_Work order:_ Among the entries below, find every line that has "letterSpacing" and pull it out.

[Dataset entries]
== Segment start ==

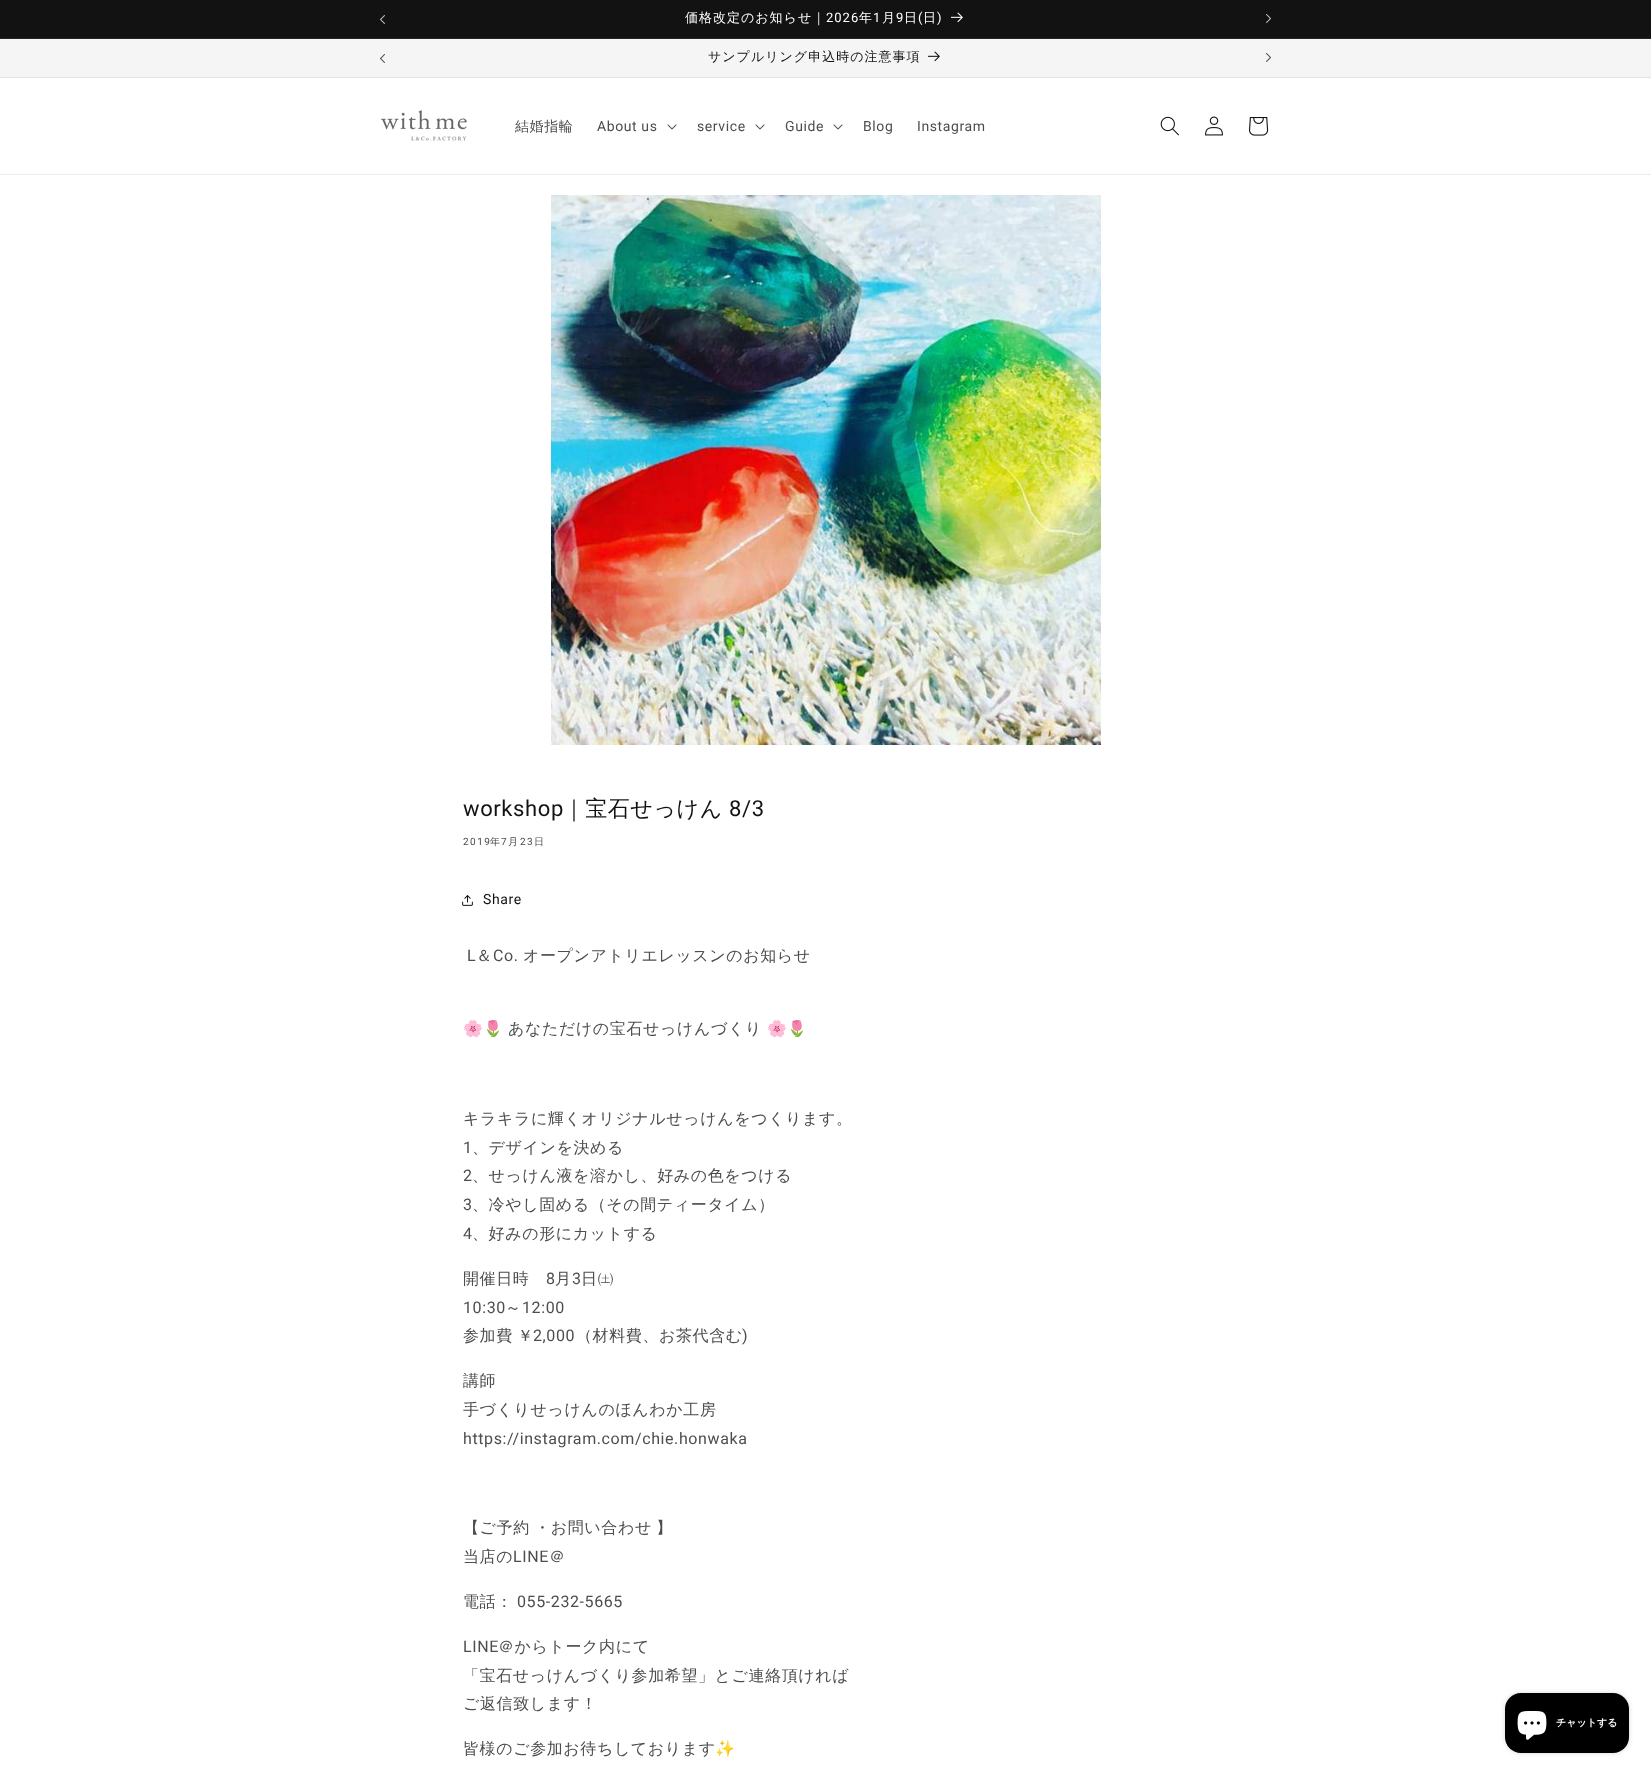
(async () => {
  const canvas = document.querySelector("canvas");
  canvas.width = 1651;
  canvas.height = 1774;
  const ctx = canvas.getContext("2d");
  ctx.miterLimit = 4;
  ctx.fontKerning = "normal";
  async function loadImage(src) {
    const img = new Image();
    img.src = src;
    await img.decode();
    return img;
  }

  ctx.fillStyle = "#ffffff";
  ctx.fillRect(0, 0, 1651, 1774);
  ctx.fillStyle = "#121212";
  ctx.fillRect(0, 0, 1651, 38);
  ctx.fillStyle = "#252525";
  ctx.fillRect(0, 38, 1651, 1);
  ctx.drawImage(await loadImage("img/1.png"), 380, 15, 5, 9);
  ctx.drawImage(await loadImage("img/2.png"), 951, 12, 12, 11);
  ctx.drawImage(await loadImage("img/3.png"), 1266, 14, 5, 9);
  ctx.fillStyle = "#f5f5f5";
  ctx.fillRect(0, 39, 1651, 38);
  ctx.fillStyle = "#e3e3e3";
  ctx.fillRect(0, 77, 1651, 1);
  ctx.drawImage(await loadImage("img/4.png"), 380, 54, 5, 9);
  ctx.drawImage(await loadImage("img/5.png"), 928, 51, 12, 11);
  ctx.drawImage(await loadImage("img/6.png"), 1266, 53, 5, 9);
  ctx.fillStyle = "#ececec";
  ctx.fillRect(0, 174, 1651, 1);
  ctx.drawImage(await loadImage("img/7.png"), 381, 110, 86, 31);
  ctx.drawImage(await loadImage("img/8.png"), 667, 124, 10, 6);
  ctx.drawImage(await loadImage("img/8.png"), 755, 124, 10, 6);
  ctx.drawImage(await loadImage("img/8.png"), 833, 124, 10, 6);
  ctx.drawImage(await loadImage("img/9.png"), 1160, 116, 19, 20);
  ctx.drawImage(await loadImage("img/10.png"), 1205, 116, 18, 20);
  ctx.drawImage(await loadImage("img/11.png"), 1249, 117, 20, 19);
  ctx.drawImage(await loadImage("img/12.png"), 551, 195, 550, 550);
  ctx.drawImage(await loadImage("img/13.png"), 462, 895, 11, 11);
  ctx.fillStyle = "rgba(0, 0, 0, 0.15)";
  ctx.filter = "blur(2.5px)";
  ctx.beginPath();
  ctx.roundRect(1505, 1693, 124, 60, 16);
  ctx.fill();
  ctx.filter = "none";
  ctx.fillStyle = "#000000";
  ctx.beginPath();
  ctx.roundRect(1505, 1693, 124, 60, 16);
  ctx.fill();
  ctx.drawImage(await loadImage("img/14.png"), 1517, 1711, 30, 29);
  ctx.letterSpacing = "1px";
  ctx.font = "500 13px WenQuanYi Zen Hei";
  ctx.fillStyle = "#ffffff";
  ctx.fillText("価格改定のお知らせ｜", 685, 22);
  ctx.font = "13px Roboto";
  ctx.fillText("2026", 826, 22);
  ctx.font = "500 13px WenQuanYi Zen Hei";
  ctx.fillText("年", 859, 22);
  ctx.font = "13px Roboto";
  ctx.fillText("1", 873, 22);
  ctx.font = "500 13px WenQuanYi Zen Hei";
  ctx.fillText("月", 882, 22);
  ctx.font = "13px Roboto";
  ctx.fillText("9", 896, 22);
  ctx.font = "500 13px WenQuanYi Zen Hei";
  ctx.fillText("日", 904, 22);
  ctx.font = "13px Roboto";
  ctx.fillText("(", 918, 22);
  ctx.font = "500 13px WenQuanYi Zen Hei";
  ctx.fillText("日", 923, 22);
  ctx.font = "13px Roboto";
  ctx.fillText(")", 937, 22);
  ctx.font = "500 13px WenQuanYi Zen Hei";
  ctx.fillStyle = "#121212";
  ctx.fillText("サンプルリング申込時の注意事項", 708, 61);
  ctx.letterSpacing = "0.6px";
  ctx.font = "500 14px WenQuanYi Zen Hei";
  ctx.fillStyle = "#4d4d4d";
  ctx.fillText("結婚指輪", 515, 131);
  ctx.font = "14px Roboto";
  for (const [text, x, y] of [
    ["About us", 597, 131],
    ["service", 697, 131],
    ["Guide", 785, 131],
    ["Blog", 863, 131],
    ["Instagram", 917, 131],
  ]) {
    ctx.fillText(text, x, y);
  }
  ctx.font = "22px Roboto";
  ctx.fillStyle = "#121212";
  ctx.fillText("workshop", 463, 816);
  ctx.font = "500 22px WenQuanYi Zen Hei";
  ctx.fillText("｜宝石せっけん", 563, 816);
  ctx.font = "22px Roboto";
  ctx.fillText("8/3", 729, 816);
  ctx.letterSpacing = "1.5px";
  ctx.font = "10px Roboto";
  ctx.fillStyle = "#4d4d4d";
  ctx.fillText("2019", 463, 845);
  ctx.font = "500 10px WenQuanYi Zen Hei";
  ctx.fillText("年", 490, 845);
  ctx.font = "10px Roboto";
  ctx.fillText("7", 501, 845);
  ctx.font = "500 10px WenQuanYi Zen Hei";
  ctx.fillText("月", 508, 845);
  ctx.font = "10px Roboto";
  ctx.fillText("23", 520, 845);
  ctx.font = "500 10px WenQuanYi Zen Hei";
  ctx.fillText("日", 534, 845);
  ctx.letterSpacing = "0.6px";
  ctx.font = "14px Roboto";
  ctx.fillStyle = "#121212";
  ctx.fillText("Share", 483, 904);
  ctx.font = "16px Roboto";
  ctx.fillStyle = "#4d4d4d";
  ctx.fillText("L", 467, 961);
  ctx.font = "500 16px WenQuanYi Zen Hei";
  ctx.fillText("＆", 476, 961);
  ctx.font = "16px Roboto";
  ctx.fillText("Co.", 493, 961);
  ctx.font = "500 16px WenQuanYi Zen Hei";
  ctx.fillText("オープンアトリエレッスンのお知らせ", 523, 961);
  ctx.font = "16px Noto Color Emoji";
  ctx.fillText("🌸🌷", 463, 1034);
  ctx.font = "500 16px WenQuanYi Zen Hei";
  ctx.fillText("あなただけの宝石せっけんづくり", 508, 1034);
  ctx.font = "16px Noto Color Emoji";
  ctx.fillText("🌸🌷", 767, 1034);
  ctx.font = "500 16px WenQuanYi Zen Hei";
  ctx.fillText("キラキラに輝くオリジナルせっけんをつくります。", 463, 1124);
  ctx.font = "16px Roboto";
  ctx.fillText("1", 463, 1153);
  ctx.font = "500 16px WenQuanYi Zen Hei";
  ctx.fillText("、デザインを決める", 472, 1153);
  ctx.font = "16px Roboto";
  ctx.fillText("2", 463, 1181);
  ctx.font = "500 16px WenQuanYi Zen Hei";
  ctx.fillText("、せっけん液を溶かし、好みの色をつける", 472, 1181);
  ctx.font = "16px Roboto";
  ctx.fillText("3", 463, 1210);
  ctx.font = "500 16px WenQuanYi Zen Hei";
  ctx.fillText("、冷やし固める（その間ティータイム）", 472, 1210);
  ctx.font = "16px Roboto";
  ctx.fillText("4", 463, 1239);
  ctx.font = "500 16px WenQuanYi Zen Hei";
  ctx.fillText("、好みの形にカットする", 472, 1239);
  ctx.fillText("開催日時", 463, 1284);
  ctx.font = "16px Roboto";
  ctx.fillText("8", 546, 1284);
  ctx.font = "500 16px WenQuanYi Zen Hei";
  ctx.fillText("月", 555, 1284);
  ctx.font = "16px Roboto";
  ctx.fillText("3", 572, 1284);
  ctx.font = "500 16px WenQuanYi Zen Hei";
  ctx.fillText("日㈯", 581, 1284);
  ctx.font = "16px Roboto";
  ctx.fillText("10:30", 463, 1313);
  ctx.font = "500 16px WenQuanYi Zen Hei";
  ctx.fillText("～", 505, 1313);
  ctx.font = "16px Roboto";
  ctx.fillText("12:00", 522, 1313);
  ctx.wordSpacing = "-1px";
  ctx.font = "500 16px WenQuanYi Zen Hei";
  ctx.fillText("参加費 ￥", 463, 1341);
  ctx.wordSpacing = "0px";
  ctx.font = "16px Roboto";
  ctx.fillText("2,000", 533, 1341);
  ctx.font = "500 16px WenQuanYi Zen Hei";
  ctx.fillText("（材料費、お茶代含む", 576, 1341);
  ctx.font = "16px Roboto";
  ctx.fillText(")", 742, 1341);
  ctx.font = "500 16px WenQuanYi Zen Hei";
  ctx.fillText("講師", 463, 1386);
  ctx.fillText("手づくりせっけんのほんわか工房", 463, 1415);
  ctx.font = "16px Roboto";
  ctx.fillText("https://instagram.com/chie.honwaka", 463, 1444);
  ctx.wordSpacing = "-1px";
  ctx.font = "500 16px WenQuanYi Zen Hei";
  ctx.fillText("【ご予約 ・お問い合わせ 】", 463, 1533);
  ctx.wordSpacing = "0px";
  ctx.fillText("当店の", 463, 1562);
  ctx.font = "16px Roboto";
  ctx.fillText("LINE", 513, 1562);
  ctx.font = "500 16px WenQuanYi Zen Hei";
  ctx.fillText("＠", 549, 1562);
  ctx.fillText("電話：", 463, 1607);
  ctx.font = "16px Roboto";
  ctx.fillText("055-232-5665", 517, 1607);
  ctx.fillText("LINE", 463, 1652);
  ctx.font = "500 16px WenQuanYi Zen Hei";
  for (const [text, x, y] of [
    ["＠からトーク内にて", 498, 1652],
    ["「宝石せっけんづくり参加希望」とご連絡頂ければ", 463, 1681],
    ["ご返信致します！", 463, 1709],
    ["皆様のご参加お待ちしております", 463, 1754],
  ]) {
    ctx.fillText(text, x, y);
  }
  ctx.font = "16px Noto Color Emoji";
  ctx.fillText("✨", 715, 1754);
  ctx.letterSpacing = "0px";
  ctx.font = "bold 10px WenQuanYi Zen Hei";
  ctx.fillStyle = "#ffffff";
  ctx.fillText("チャットする", 1556, 1726);
})();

== Segment end ==

_Output of the exercise:_
  ctx.letterSpacing = "1px";
  ctx.letterSpacing = "0.6px";
  ctx.letterSpacing = "1.5px";
  ctx.letterSpacing = "0.6px";
  ctx.letterSpacing = "0px";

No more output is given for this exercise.